Bindaree Beef High Voltage Upgrade 

Background

Bindaree Beef had 6 x oil filled 22kV/0.433kV transformers installed ranging in size from 500kVA to 1,100kVA some of which were over 40 years old. Most had inadequate access, bunding and fire prevention measures in relation to modern standards. The site transformers were also not evenly loaded with one smaller transformer struggling with heavy loads and others lightly loaded.

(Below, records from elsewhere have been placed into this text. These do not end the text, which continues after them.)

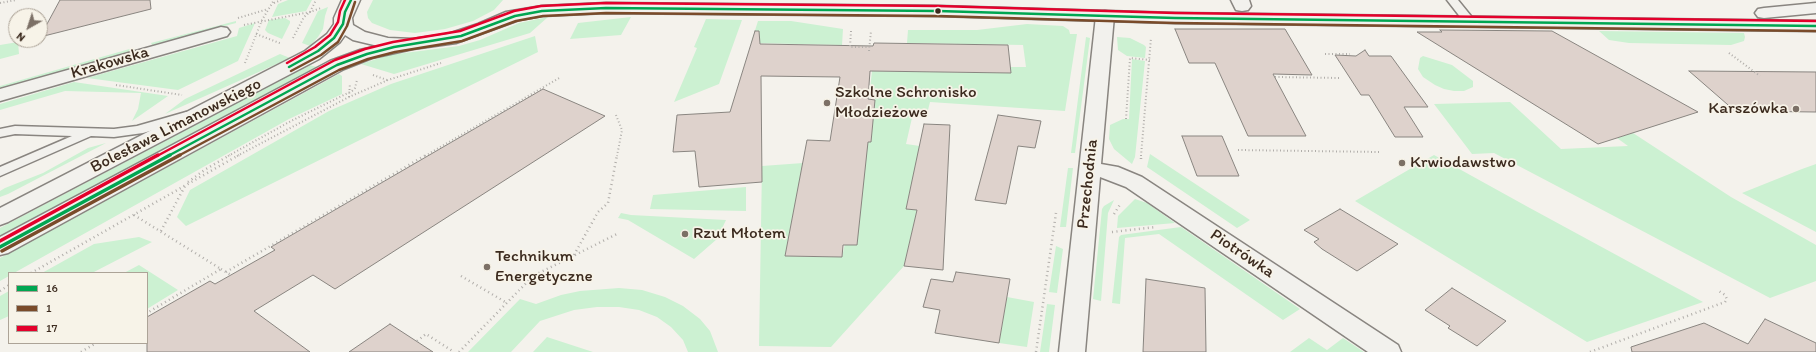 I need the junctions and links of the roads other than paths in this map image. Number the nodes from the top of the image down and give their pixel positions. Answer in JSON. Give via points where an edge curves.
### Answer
{"nodes":[{"id":1,"x":351,"y":0,"type":"edge"},
{"id":2,"x":523,"y":0,"type":"edge"},
{"id":3,"x":902,"y":0,"type":"edge"},
{"id":4,"x":1241,"y":3,"type":"edge"},
{"id":5,"x":1816,"y":8,"type":"edge"},
{"id":6,"x":1461,"y":11,"type":"edge"},
{"id":7,"x":1105,"y":16,"type":"junction"},
{"id":8,"x":343,"y":24,"type":"junction"},
{"id":9,"x":494,"y":24,"type":"junction"},
{"id":10,"x":1815,"y":26,"type":"edge"},
{"id":11,"x":221,"y":32,"type":"road end"},
{"id":12,"x":413,"y":44,"type":"junction"},
{"id":13,"x":0,"y":95,"type":"edge"},
{"id":14,"x":211,"y":108,"type":"junction"},
{"id":15,"x":0,"y":133,"type":"edge"},
{"id":16,"x":89,"y":133,"type":"junction"},
{"id":17,"x":1089,"y":169,"type":"junction"},
{"id":18,"x":0,"y":172,"type":"edge"},
{"id":19,"x":0,"y":217,"type":"edge"},
{"id":20,"x":0,"y":247,"type":"edge"},
{"id":21,"x":1072,"y":352,"type":"edge"},
{"id":22,"x":1388,"y":352,"type":"edge"}],
"edges":[{"from":1,"to":8,"type":"street","via":[[344,12]]},
{"from":2,"to":9,"type":"street","via":[[510,14]]},
{"from":3,"to":4,"type":"street"},
{"from":4,"to":6,"type":"street"},
{"from":5,"to":6,"type":"street","via":[[1757,13]]},
{"from":6,"to":7,"type":"street"},
{"from":6,"to":10,"type":"street"},
{"from":7,"to":9,"type":"street","via":[[938,11],[606,8],[542,11],[515,16]]},
{"from":7,"to":17,"type":"street","name":"Przechodnia"},
{"from":8,"to":12,"type":"street","via":[[352,33],[367,39]]},
{"from":8,"to":14,"type":"street","name":"Bolesława Limanowskiego","via":[[334,38],[318,51]]},
{"from":9,"to":12,"type":"street","via":[[450,39]]},
{"from":11,"to":13,"type":"street","name":"Krakowska"},
{"from":12,"to":20,"type":"street","name":"Bolesława Limanowskiego","via":[[367,54],[337,65]]},
{"from":14,"to":16,"type":"lane","via":[[138,130]]},
{"from":14,"to":19,"type":"street","name":"Bolesława Limanowskiego"},
{"from":15,"to":16,"type":"lane","via":[[14,130]]},
{"from":16,"to":18,"type":"lane"},
{"from":17,"to":21,"type":"street","name":"Przechodnia"},
{"from":17,"to":22,"type":"street","name":"Piotrówka","via":[[1110,172],[1134,182]]}]}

PCE were requested to develop a replacement strategy for the transformers that would provide the site with a stable and compliant transformer network. This project subsequently developed into also designing replacement 433V main switchboards and cabling for the new transformers as the site’s original main switchboards were also non-compliant with modern standards which aim to protect personnel from injury due to contact with exposed live conductors, fault currents and arc flash.

Site Design Restrictions

A combination of 3 x new 1500kVA transformers and 433V switchboards would suit site load requirements and allow even loading across the transformers. But as with most existing industry sites, the problem would be where to install these extra transformers while the existing transformers remain in service? Proximity of the new transformers and switchboards was a major consideration given the limited spare real estate availability.

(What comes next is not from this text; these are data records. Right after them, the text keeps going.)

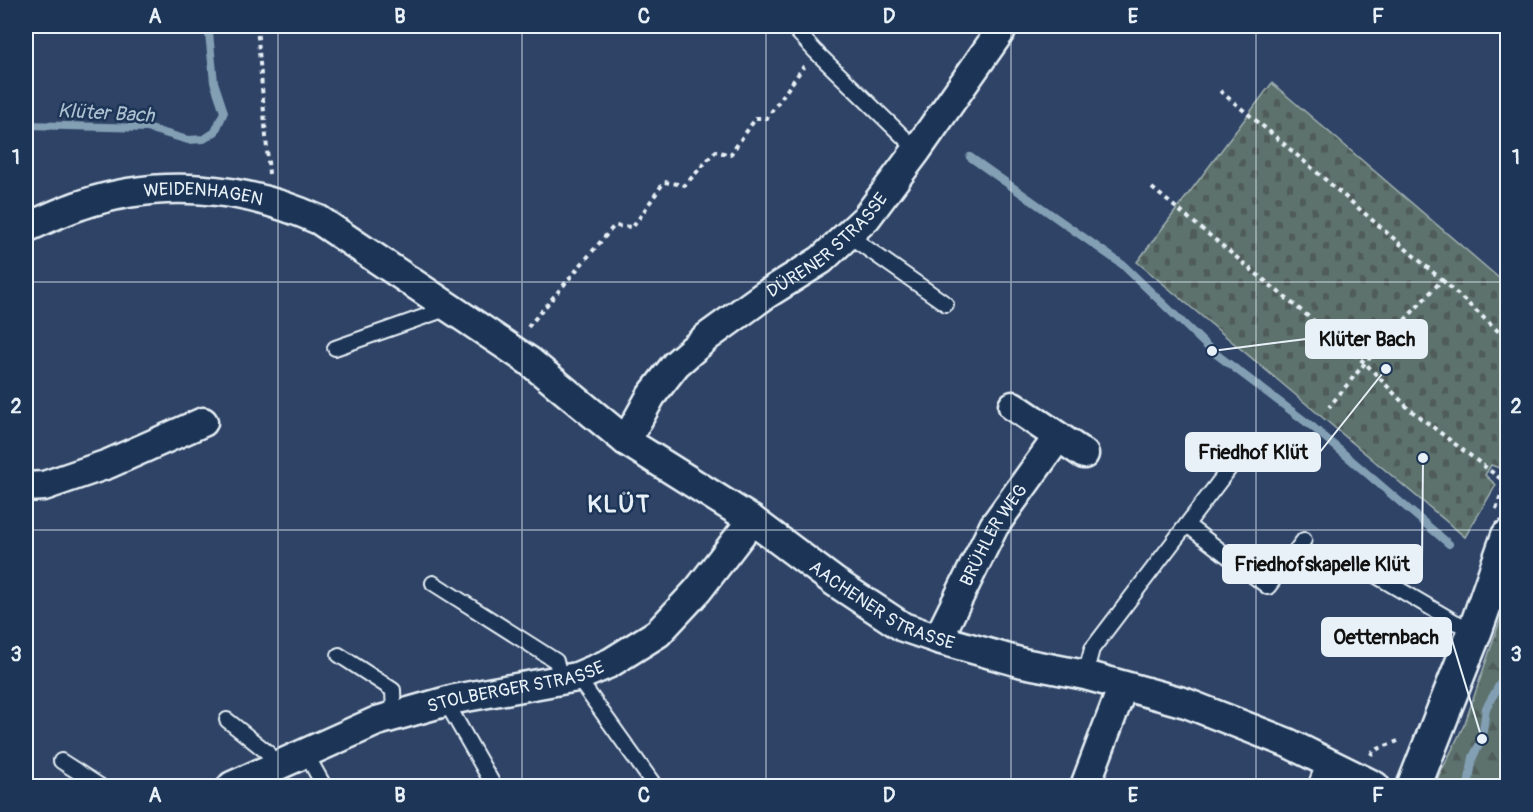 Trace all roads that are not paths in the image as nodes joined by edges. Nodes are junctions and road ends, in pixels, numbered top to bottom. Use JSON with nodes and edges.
{"nodes":[{"id":1,"x":792,"y":26,"type":"edge"},
{"id":2,"x":1004,"y":26,"type":"edge"},
{"id":3,"x":917,"y":150,"type":"junction"},
{"id":4,"x":26,"y":228,"type":"edge"},
{"id":5,"x":848,"y":235,"type":"junction"},
{"id":6,"x":373,"y":256,"type":"joint"},
{"id":7,"x":946,"y":304,"type":"dead end"},
{"id":8,"x":448,"y":308,"type":"junction"},
{"id":9,"x":335,"y":348,"type":"dead end"},
{"id":10,"x":1013,"y":406,"type":"dead end"},
{"id":11,"x":202,"y":422,"type":"dead end"},
{"id":12,"x":1058,"y":437,"type":"junction"},
{"id":13,"x":626,"y":441,"type":"junction"},
{"id":14,"x":1084,"y":454,"type":"dead end"},
{"id":15,"x":1238,"y":457,"type":"dead end"},
{"id":16,"x":26,"y":487,"type":"edge"},
{"id":17,"x":752,"y":520,"type":"junction"},
{"id":18,"x":1186,"y":525,"type":"junction"},
{"id":19,"x":1508,"y":537,"type":"edge"},
{"id":20,"x":1304,"y":540,"type":"dead end"},
{"id":21,"x":1344,"y":557,"type":"dead end"},
{"id":22,"x":433,"y":583,"type":"dead end"},
{"id":23,"x":1475,"y":631,"type":"junction"},
{"id":24,"x":938,"y":639,"type":"junction"},
{"id":25,"x":339,"y":655,"type":"dead end"},
{"id":26,"x":1084,"y":675,"type":"junction"},
{"id":27,"x":569,"y":678,"type":"junction"},
{"id":28,"x":1123,"y":686,"type":"junction"},
{"id":29,"x":446,"y":702,"type":"junction"},
{"id":30,"x":394,"y":716,"type":"junction"},
{"id":31,"x":227,"y":720,"type":"dead end"},
{"id":32,"x":305,"y":752,"type":"junction"},
{"id":33,"x":61,"y":761,"type":"dead end"},
{"id":34,"x":276,"y":766,"type":"junction"},
{"id":35,"x":1320,"y":774,"type":"edge"},
{"id":36,"x":100,"y":786,"type":"edge"},
{"id":37,"x":232,"y":786,"type":"edge"},
{"id":38,"x":324,"y":786,"type":"edge"},
{"id":39,"x":494,"y":786,"type":"edge"},
{"id":40,"x":655,"y":786,"type":"edge"},
{"id":41,"x":1085,"y":786,"type":"edge"},
{"id":42,"x":1375,"y":786,"type":"edge"},
{"id":43,"x":1414,"y":786,"type":"edge"}],
"edges":[{"from":1,"to":3,"type":"lane"},
{"from":2,"to":3,"type":"street","name":"DÜRENER STRASSE"},
{"from":3,"to":5,"type":"street","name":"DÜRENER STRASSE"},
{"from":4,"to":6,"type":"street","name":"WEIDENHAGEN"},
{"from":5,"to":7,"type":"lane"},
{"from":5,"to":13,"type":"street","name":"DÜRENER STRASSE"},
{"from":6,"to":8,"type":"street","name":"AACHENER STRASSE"},
{"from":8,"to":9,"type":"lane"},
{"from":8,"to":13,"type":"street","name":"AACHENER STRASSE"},
{"from":10,"to":12,"type":"street"},
{"from":11,"to":16,"type":"street"},
{"from":12,"to":14,"type":"street"},
{"from":12,"to":24,"type":"street","name":"BRÜHLER WEG"},
{"from":13,"to":17,"type":"street","name":"AACHENER STRASSE"},
{"from":15,"to":18,"type":"lane"},
{"from":17,"to":24,"type":"street","name":"AACHENER STRASSE"},
{"from":17,"to":27,"type":"street","name":"STOLBERGER STRASSE"},
{"from":18,"to":20,"type":"lane"},
{"from":18,"to":26,"type":"lane"},
{"from":19,"to":23,"type":"main road"},
{"from":21,"to":23,"type":"lane"},
{"from":22,"to":27,"type":"lane"},
{"from":23,"to":43,"type":"main road"},
{"from":24,"to":26,"type":"street","name":"AACHENER STRASSE"},
{"from":25,"to":30,"type":"lane"},
{"from":26,"to":28,"type":"street","name":"AACHENER STRASSE"},
{"from":27,"to":29,"type":"street","name":"STOLBERGER STRASSE"},
{"from":27,"to":40,"type":"lane"},
{"from":28,"to":35,"type":"street","name":"AACHENER STRASSE"},
{"from":28,"to":41,"type":"street"},
{"from":29,"to":30,"type":"street","name":"STOLBERGER STRASSE"},
{"from":29,"to":39,"type":"lane"},
{"from":30,"to":32,"type":"street","name":"STOLBERGER STRASSE"},
{"from":31,"to":34,"type":"lane"},
{"from":32,"to":34,"type":"street","name":"STOLBERGER STRASSE"},
{"from":32,"to":38,"type":"lane"},
{"from":33,"to":36,"type":"lane"},
{"from":34,"to":37,"type":"street","name":"STOLBERGER STRASSE"},
{"from":35,"to":42,"type":"street","name":"AACHENER STRASSE"}]}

AS2067:2016 states that transformers (free standing or kiosk type) must be installed in a way that minimizes risk to people, environment and other plant in the event of a transformer major failure (fire/explosion/etc.). Table 6.1 ‘Clearances for Outdoor Transformers’ states the minimum distances required to other transformers, buildings, combustible surfaces etc. The larger the transformer the greater the clearances required, for a 1500kVa transformer that would hold over 1000ltrs of oil, 3 meters and 7.5 meters is required to other transformers and combustible surfaces. In contrast, if a ‘Dry Type’ transformer is installed, 1.5mtrs is acceptable for both regardless of the size of the transformer.

Agreed Design

Due to limited available space, and risk of fire and oil spill concerns it was agreed to fit 3 x new cast resin core dry transformers on an elevated open platform over a surplus area close to the major site loads. These transformers were supplied by TMC Melbourne and are made in Melbourne, Australia. As with oil transformers these air transformers can be fan cooled to give additional capacity if required, it was decided therefore to add cooling fans that could be used to gain an extra 300kVA if required in the future.

Dry Transformers – General Characteristics

These are generally divided into two types:

1. VPI HV/LV coils (vacuum impregnated coil in open air) on laminated core
2. Cast resin coils (coils fully encapsulated in resin) on a laminated core

The fully encapsulated cast resin core design gives reliability and longevity advantages of the open VPI design, therefore most modern dry transformers supplied are cast resin.

 Some advantages of modern cast resin dry transformers

• No oil, so no bunding is required (cost saving)
• Low fire risk (self-extinguishing)
• Closer installation possible with areas of limited real estate (reduces costs)
• Open design meaning ease of inspection or repairs when required
• Long life, highly reliable and low maintenance requirements (no oil sampling or filtering)
• Negligible HV partial discharge risks due to encapsulated windings
• Suitable for harsh, dusty and humid environments
• Suitable for indoor or outdoor installation

Figure 1 - Example of a dry resin transformer core  

Figure 2 - Example of a dry resin core transformer complete with outgoing LV air circuit breaker

Disadvantages of cast resin dry transformers

The initial cost of modern cast resin transformers compared to an oil transformer will in most cases be a little higher.  This is easily offset by the reduced design and installation costs of bunding (excluding self-bunded kiosks), fire detection/extinguishing systems, ability to be installed in close proximity to other equipment, plus reduced exposure risk to personnel in the event of a major transformer failure.

Dry type transformers can also have higher ‘no-load’ losses resulting in higher power cost at low loads, if this is seen as a problem it can be overcome by the option of a high efficiency design with features such as copper windings (rather than aluminum).

Summary

Design and manufacturing quality of modern resin core dry transformers make them in many cases the ideal choice for new and retrofit transformer applications. PCE are proud to have provided the design, protection and installation plans for the transformer and main switchboards upgrade, resulting in a safe, reliable and compliant site power system.